Um estudo realizado pelo Laboratório de Biologia da Conservação da UFFS – Campus Cerro Largo, sob a coordenação da professora Daniela Oliveira de Lima – em parceria com Fabrício Luiz Skupien, Alonso Moscón e Marcelo de Moraes Weber –, foi recentemente publicado na revista “Perspectives in Ecology and Conservation”. Intitulado “Quando as águas sobem: Biodiversidade potencialmente afetada por uma grande enchente no sul do Brasil” (original “When waters rise: Biodiversity potentially affected on a major flooding in Southern Brazil”), ele traz uma análise dos efeitos da inundação de maio de 2024 sobre a biodiversidade do estado do Rio Grande do Sul.

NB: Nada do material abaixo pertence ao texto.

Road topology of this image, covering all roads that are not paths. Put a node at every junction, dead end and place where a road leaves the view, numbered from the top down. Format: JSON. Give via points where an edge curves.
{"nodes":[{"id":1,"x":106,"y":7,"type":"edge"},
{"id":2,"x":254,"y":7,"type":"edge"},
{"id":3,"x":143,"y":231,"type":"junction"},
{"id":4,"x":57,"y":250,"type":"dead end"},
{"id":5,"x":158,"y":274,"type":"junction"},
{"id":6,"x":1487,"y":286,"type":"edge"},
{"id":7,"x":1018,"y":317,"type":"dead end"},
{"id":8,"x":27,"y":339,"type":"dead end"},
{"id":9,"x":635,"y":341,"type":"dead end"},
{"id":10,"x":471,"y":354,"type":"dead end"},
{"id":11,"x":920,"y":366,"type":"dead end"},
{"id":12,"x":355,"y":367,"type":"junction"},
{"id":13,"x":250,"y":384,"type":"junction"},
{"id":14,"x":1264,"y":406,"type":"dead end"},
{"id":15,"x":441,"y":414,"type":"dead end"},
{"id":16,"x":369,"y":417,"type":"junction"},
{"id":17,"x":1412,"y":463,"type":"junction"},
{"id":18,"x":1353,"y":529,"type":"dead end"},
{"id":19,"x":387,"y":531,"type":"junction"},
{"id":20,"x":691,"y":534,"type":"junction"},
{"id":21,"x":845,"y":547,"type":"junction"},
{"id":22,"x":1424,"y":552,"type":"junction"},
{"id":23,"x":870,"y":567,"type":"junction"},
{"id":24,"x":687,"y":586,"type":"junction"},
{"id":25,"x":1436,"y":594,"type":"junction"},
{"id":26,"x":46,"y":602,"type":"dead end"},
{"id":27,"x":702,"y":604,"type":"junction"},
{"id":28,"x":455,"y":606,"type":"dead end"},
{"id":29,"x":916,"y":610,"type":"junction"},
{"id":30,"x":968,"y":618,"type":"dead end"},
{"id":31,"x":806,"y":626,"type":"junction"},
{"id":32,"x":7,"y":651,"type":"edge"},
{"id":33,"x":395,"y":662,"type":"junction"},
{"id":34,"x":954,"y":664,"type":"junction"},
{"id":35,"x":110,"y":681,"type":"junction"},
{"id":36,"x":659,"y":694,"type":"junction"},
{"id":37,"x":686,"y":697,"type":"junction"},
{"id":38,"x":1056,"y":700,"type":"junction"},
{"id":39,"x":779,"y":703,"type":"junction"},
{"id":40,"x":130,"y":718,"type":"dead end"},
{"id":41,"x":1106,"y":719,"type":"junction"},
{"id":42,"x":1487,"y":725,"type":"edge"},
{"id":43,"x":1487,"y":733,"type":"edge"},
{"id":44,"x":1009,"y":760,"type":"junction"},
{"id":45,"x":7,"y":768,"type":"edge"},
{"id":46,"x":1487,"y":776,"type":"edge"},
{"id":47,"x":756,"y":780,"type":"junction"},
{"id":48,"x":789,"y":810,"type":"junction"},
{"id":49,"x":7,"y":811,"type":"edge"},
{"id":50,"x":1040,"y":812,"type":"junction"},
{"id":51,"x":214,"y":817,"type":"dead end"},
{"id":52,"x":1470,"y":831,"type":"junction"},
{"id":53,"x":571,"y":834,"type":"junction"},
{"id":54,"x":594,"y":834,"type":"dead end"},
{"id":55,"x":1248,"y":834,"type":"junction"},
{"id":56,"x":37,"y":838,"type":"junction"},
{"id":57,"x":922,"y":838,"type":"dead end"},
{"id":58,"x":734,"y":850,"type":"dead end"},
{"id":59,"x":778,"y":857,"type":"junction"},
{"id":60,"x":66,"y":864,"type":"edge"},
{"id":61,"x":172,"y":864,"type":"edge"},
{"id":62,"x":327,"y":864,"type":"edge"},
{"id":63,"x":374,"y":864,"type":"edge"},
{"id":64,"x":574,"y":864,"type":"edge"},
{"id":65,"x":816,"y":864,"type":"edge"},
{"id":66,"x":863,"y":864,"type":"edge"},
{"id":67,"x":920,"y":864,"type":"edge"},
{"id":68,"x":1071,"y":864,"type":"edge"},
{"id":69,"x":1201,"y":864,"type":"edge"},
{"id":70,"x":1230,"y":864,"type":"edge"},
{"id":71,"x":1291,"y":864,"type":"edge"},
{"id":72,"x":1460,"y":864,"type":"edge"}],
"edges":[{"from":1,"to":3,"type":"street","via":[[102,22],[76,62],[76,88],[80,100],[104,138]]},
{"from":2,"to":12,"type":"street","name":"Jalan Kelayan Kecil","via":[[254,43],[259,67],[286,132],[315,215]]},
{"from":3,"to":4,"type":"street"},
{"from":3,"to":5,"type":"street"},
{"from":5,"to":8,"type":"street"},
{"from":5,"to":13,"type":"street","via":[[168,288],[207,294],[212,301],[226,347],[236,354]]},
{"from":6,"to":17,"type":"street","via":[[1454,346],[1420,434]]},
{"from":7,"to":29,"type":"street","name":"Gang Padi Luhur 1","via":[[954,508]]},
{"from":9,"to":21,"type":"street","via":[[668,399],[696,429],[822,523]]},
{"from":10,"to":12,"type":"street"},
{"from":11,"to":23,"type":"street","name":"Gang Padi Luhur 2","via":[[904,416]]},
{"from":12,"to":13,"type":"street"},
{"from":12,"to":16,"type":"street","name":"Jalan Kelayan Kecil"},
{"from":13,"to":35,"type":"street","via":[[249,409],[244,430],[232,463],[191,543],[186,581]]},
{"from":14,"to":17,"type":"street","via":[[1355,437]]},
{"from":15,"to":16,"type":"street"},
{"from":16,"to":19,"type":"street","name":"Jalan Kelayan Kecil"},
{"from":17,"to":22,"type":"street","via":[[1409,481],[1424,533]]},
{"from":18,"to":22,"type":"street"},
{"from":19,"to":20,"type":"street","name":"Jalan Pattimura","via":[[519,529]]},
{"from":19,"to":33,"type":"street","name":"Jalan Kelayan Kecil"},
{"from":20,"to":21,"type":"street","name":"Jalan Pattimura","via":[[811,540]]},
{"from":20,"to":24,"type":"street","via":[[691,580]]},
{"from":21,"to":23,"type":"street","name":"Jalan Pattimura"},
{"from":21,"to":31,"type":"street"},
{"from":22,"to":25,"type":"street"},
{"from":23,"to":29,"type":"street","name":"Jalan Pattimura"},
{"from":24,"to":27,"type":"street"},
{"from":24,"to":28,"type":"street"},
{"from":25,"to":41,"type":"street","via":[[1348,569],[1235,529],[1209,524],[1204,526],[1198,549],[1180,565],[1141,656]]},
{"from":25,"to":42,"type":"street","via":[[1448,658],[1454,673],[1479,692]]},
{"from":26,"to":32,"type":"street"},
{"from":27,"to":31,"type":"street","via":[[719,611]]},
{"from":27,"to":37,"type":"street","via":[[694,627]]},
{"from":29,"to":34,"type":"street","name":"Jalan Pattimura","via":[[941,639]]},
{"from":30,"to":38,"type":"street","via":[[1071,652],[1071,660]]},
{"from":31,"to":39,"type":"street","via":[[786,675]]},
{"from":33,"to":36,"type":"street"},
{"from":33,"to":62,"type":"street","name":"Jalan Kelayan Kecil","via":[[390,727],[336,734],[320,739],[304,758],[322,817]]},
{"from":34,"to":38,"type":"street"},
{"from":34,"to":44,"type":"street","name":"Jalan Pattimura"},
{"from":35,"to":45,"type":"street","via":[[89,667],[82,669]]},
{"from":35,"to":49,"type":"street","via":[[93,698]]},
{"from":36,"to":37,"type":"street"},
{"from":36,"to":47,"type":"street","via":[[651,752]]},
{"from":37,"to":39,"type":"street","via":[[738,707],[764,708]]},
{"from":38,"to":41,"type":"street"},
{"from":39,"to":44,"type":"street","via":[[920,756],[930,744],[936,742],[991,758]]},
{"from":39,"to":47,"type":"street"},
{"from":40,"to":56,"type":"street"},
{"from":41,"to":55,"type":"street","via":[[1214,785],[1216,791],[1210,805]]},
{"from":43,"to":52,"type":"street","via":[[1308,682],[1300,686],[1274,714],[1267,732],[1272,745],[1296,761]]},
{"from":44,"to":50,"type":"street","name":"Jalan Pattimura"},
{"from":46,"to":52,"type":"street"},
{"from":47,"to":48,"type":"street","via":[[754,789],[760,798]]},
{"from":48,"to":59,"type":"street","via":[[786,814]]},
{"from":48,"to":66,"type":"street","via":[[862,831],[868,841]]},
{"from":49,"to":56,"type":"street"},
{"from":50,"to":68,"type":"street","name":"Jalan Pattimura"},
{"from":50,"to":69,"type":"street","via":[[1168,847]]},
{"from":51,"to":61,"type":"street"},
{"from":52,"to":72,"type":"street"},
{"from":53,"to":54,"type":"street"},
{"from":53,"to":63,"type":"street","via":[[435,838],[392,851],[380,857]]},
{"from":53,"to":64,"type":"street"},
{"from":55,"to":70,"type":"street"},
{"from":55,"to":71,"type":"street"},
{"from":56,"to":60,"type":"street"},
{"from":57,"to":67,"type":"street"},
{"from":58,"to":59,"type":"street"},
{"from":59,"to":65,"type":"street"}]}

Conforme o estudo, “4.300 km² de ecossistemas nativos foram inundados, incluindo 1.200 km² de florestas e 1.020 km² de campos nativos. Ecossistemas aquáticos, áreas úmidas e vegetação costeira em solos arenosos também foram afetados. As inundações afetaram 825 km² de uma rede insuficiente de Unidades de Conservação (UC), impactando 17% das áreas designadas para uso sustentável e 26% das áreas de proteção integral. Da mesma forma, 1.440 km² de Áreas de Preservação Permanente (APPs) foram inundadas, com 67% já sem vegetação nativa”.

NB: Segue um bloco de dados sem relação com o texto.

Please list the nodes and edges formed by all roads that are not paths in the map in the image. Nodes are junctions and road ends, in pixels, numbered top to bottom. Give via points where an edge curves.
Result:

A área afetada pelas inundações abrange os biomas Mata Atlântica e Pampa, que são os mais ameaçados do Brasil. De acordo com os dados levantados, a vegetação nativa compreende 36,3% da área original na Mata Atlântica e cerca de 45% no Pampa. “Portanto, os ecossistemas nativos e sua biodiversidade na área afetada já estavam severamente ameaçados. De 1985 a 2022, o Pampa brasileiro perdeu 32% de sua área natural, principalmente para agricultura, especialmente terras de cultivo de soja”, pontuam os pesquisadores.
“Essa inundação maciça provavelmente deixou esses escassos remanescentes de vegetação natural em uma situação ainda pior, já que as inundações impactam severamente a biodiversidade. Além disso, a falta de vegetação nativa certamente piorou as inundações catastróficas que testemunhamos, destacando um ciclo crítico, onde a degradação da vegetação nativa aumenta a vulnerabilidade a eventos extremos, o que por sua vez corrói ainda mais a resiliência de ecossistemas já ameaçados”, aponta o artigo.

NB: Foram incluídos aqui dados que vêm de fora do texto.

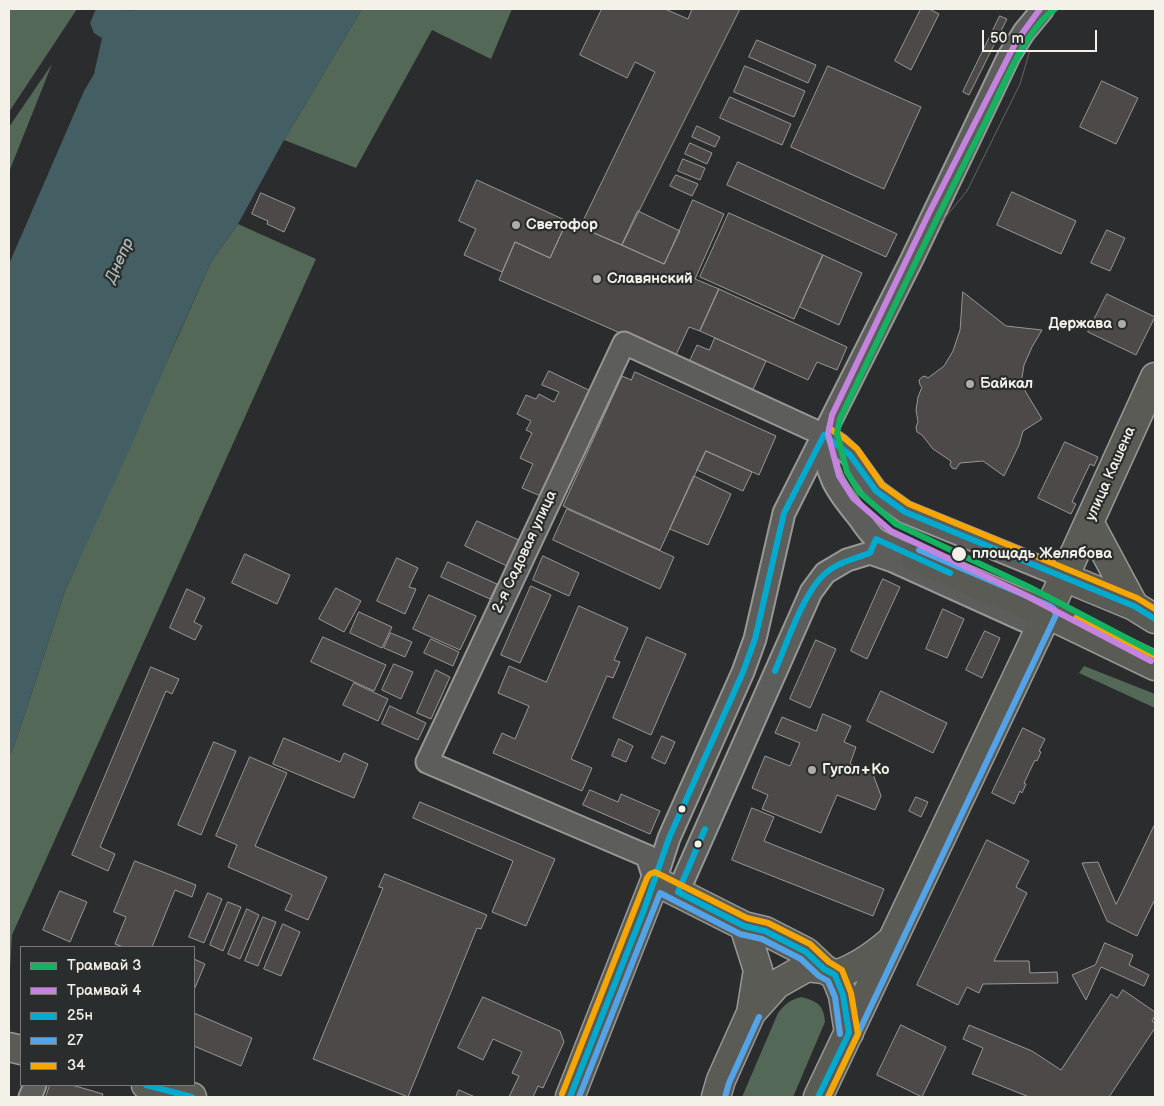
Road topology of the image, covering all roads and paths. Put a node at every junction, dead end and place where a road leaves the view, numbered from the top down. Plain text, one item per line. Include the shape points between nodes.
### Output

A extensa inundação afetou uma parcela significativa da fauna nativa de tetrápodes (anfíbios, répteis, aves e mamíferos), abrangendo 747 espécies: 74 anfíbios, 88 répteis, 461 aves e 124 mamíferos. Este número representa pelo menos 70% de todas as espécies de tetrápodes com ocorrência no RS e mais de 85% de todas as espécies de tetrápodes ocorrendo na bacia hidrográfica.
“Considerando as espécies ameaçadas no RS, os mamíferos foram o grupo potencialmente mais afetado pela inundação, seguidos por aves, répteis e anfíbios, respectivamente. No entanto, quando classificamos as espécies pela proporção da área afetada, a espécie potencialmente mais afetada foi o lagarto das dunas Liolaemus arambarensis, que teve 25% de sua distribuição afetada pela inundação. Foi seguido pelo sapo de barriga vermelha (Melanophryniscus dorsalis), a cecília argentina (Chthonerpeton indistinctum) e o tuco-tuco (Ctenomys lami), todos os quais tiveram cerca de 10% de suas áreas de distribuição afetadas pela inundação”, indica o artigo.
“No Rio Grande do Sul, 155 espécies de tetrápodes estão atualmente listadas como ameaçadas. As principais ameaças são perda e degradação de habitat, espécies invasoras, caça, atropelamentos e um sistema extremamente limitado de Unidades de Conservação. Assim, os ecossistemas nativos e sua biodiversidade já estavam severamente ameaçados antes da inundação. Portanto, a inundação pode ter atuado sinergicamente com essas ameaças anteriores e impactado diretamente as populações de tetrápodes”, informam os pesquisadores.
Mudanças climáticas
Como destaca o artigo, “as mudanças climáticas não são mais uma preocupação futura, mas uma realidade urgente com consequências já em andamento. Os padrões climáticos alterados levaram a um aumento na frequência e intensidade de eventos climáticos extremos, como ondas de calor, secas, incêndios, chuvas extremas, inundações e deslizamentos de terra”. Em todo o Brasil, espera-se que as temperaturas aumentem de 3 °C a 6 °C até 2100. Além disso, estima-se que a região norte do Brasil se torne muito mais seca e que a região sul experimente aumento na precipitação, com até 35% a mais de chuva até 2100.